Desserts

Old-Fashioned Pound Cake

Makes one loaf, about sixteen ½-inch slices

Old-Fashioned Pound Cake

Makes one loaf, about sixteen ½-inch slices

A traditional, moist pound cake with a lemon twist.

Ingredients

  • cooking spray
  • 1¾ cups cake flour
  • ½ teaspoon salt
  • 1 cup unsalted butter, room temperature
  • 1¼ cups granulated sugar
  • 4 large eggs, at room temperature
  • 1teaspoon pure vanilla extract
  • 2 teaspoons lemon zest

Preparation

  1. Preheat oven to 325°F. Spray a 9x5x3 inch loaf pan with cooking spray.
  2. Sift the flour and salt together in a small mixing bowl. Reserve.
  3. Place the butter in the Cuisinart™ mixing bowl. Insert the flat mixing paddle. Turn to speed 1 to cream butter for 30 seconds, then turn to speed 4 for 30 seconds. Reduce to speed 2 and add the sugar. Increase to speed 4 until light and fluffy, about 1 minute. Scrape the paddle and bowl well. Add the eggs one at a time, beating after each egg is added until mixture is smooth before adding the next. Mix in the vanilla and the lemon zest.
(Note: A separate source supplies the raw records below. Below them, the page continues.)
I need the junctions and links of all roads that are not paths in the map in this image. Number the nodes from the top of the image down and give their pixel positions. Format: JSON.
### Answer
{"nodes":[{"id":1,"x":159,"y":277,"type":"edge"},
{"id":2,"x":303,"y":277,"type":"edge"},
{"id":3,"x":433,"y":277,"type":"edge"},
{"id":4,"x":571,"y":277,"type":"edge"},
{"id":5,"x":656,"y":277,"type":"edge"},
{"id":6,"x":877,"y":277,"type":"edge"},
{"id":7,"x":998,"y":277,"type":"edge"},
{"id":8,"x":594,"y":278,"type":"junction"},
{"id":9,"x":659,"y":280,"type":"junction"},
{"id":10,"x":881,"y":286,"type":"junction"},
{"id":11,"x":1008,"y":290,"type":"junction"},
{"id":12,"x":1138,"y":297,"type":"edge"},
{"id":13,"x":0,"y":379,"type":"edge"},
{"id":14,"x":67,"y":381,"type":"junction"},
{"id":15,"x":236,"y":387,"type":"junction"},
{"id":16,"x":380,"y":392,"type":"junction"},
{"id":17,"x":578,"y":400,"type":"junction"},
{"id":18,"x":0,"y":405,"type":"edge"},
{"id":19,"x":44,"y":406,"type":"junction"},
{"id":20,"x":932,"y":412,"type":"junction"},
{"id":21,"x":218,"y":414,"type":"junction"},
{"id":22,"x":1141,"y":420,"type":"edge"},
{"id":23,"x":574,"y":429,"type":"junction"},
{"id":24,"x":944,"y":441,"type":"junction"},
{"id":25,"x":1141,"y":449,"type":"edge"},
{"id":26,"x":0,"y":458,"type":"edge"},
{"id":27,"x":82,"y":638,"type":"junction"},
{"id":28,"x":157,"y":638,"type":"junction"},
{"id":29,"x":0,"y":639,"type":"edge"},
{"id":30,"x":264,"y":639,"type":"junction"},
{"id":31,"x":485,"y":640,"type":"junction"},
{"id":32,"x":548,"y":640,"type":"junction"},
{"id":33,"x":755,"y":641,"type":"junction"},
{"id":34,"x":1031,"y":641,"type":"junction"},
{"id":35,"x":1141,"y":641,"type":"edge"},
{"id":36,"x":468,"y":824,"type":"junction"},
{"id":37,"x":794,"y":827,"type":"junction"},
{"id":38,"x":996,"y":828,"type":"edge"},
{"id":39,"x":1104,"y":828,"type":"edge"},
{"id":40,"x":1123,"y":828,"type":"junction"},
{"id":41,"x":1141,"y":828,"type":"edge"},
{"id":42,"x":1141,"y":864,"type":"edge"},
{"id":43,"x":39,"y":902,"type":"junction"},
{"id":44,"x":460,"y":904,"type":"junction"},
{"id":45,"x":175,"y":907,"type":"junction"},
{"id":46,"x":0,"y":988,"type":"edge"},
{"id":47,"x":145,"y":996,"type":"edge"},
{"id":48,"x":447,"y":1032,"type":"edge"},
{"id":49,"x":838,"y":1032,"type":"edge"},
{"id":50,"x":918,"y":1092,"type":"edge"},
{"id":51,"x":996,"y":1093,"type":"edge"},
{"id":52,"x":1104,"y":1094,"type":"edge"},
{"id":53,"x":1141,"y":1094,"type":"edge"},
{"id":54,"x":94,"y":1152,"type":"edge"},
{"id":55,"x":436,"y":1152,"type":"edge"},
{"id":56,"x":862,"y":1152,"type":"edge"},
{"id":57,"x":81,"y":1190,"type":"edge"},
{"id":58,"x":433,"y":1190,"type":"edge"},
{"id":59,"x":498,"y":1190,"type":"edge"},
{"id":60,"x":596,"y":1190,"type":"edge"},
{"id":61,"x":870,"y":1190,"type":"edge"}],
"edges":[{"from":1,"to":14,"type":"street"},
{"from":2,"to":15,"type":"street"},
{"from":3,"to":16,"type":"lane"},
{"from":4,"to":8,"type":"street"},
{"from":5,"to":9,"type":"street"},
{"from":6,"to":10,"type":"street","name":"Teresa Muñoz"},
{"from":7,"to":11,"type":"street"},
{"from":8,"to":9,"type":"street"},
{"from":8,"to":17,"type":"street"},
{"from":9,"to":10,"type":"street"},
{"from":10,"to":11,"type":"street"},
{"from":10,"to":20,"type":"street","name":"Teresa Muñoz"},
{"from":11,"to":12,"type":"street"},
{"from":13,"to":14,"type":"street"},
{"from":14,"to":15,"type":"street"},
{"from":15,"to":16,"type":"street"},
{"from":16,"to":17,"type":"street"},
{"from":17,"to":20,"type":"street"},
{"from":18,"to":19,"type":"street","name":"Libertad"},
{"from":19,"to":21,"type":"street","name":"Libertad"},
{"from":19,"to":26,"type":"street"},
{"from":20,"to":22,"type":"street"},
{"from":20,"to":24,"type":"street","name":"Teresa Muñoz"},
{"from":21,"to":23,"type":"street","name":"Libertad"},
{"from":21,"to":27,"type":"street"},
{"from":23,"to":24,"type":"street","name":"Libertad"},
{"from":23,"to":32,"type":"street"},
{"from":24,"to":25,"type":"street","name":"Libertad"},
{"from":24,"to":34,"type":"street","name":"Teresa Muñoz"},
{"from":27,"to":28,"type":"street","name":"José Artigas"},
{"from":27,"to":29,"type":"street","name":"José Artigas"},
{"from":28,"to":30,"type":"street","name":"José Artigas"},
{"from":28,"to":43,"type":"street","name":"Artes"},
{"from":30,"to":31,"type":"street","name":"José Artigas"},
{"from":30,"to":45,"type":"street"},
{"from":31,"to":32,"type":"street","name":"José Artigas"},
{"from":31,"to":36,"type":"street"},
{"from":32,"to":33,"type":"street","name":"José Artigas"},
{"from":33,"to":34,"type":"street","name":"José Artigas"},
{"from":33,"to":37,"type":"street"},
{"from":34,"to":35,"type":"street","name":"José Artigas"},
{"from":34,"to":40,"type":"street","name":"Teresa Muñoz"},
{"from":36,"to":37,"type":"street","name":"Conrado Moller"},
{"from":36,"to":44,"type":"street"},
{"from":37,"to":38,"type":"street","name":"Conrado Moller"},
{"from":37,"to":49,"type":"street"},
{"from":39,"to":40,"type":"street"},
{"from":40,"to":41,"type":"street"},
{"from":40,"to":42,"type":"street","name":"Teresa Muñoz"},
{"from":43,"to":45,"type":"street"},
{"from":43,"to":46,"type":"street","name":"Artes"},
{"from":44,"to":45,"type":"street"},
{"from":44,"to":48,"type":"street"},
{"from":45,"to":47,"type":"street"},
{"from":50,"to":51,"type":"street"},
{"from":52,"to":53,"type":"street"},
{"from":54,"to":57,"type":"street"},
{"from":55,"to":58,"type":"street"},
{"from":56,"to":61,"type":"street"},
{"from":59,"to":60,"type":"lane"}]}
Add the dry ingredients, slowly in 3 additions, with the stand mixer running on speed 1. Be sure to fully incorporate ingredients and be careful not to overwork the batter.
  4. Pour batter into prepared loaf pan. Bake in preheated 325°F oven for about 60 to 70 minutes, until a cake tester comes out clean. Place on a wire rack to cool. Cool completely before cutting.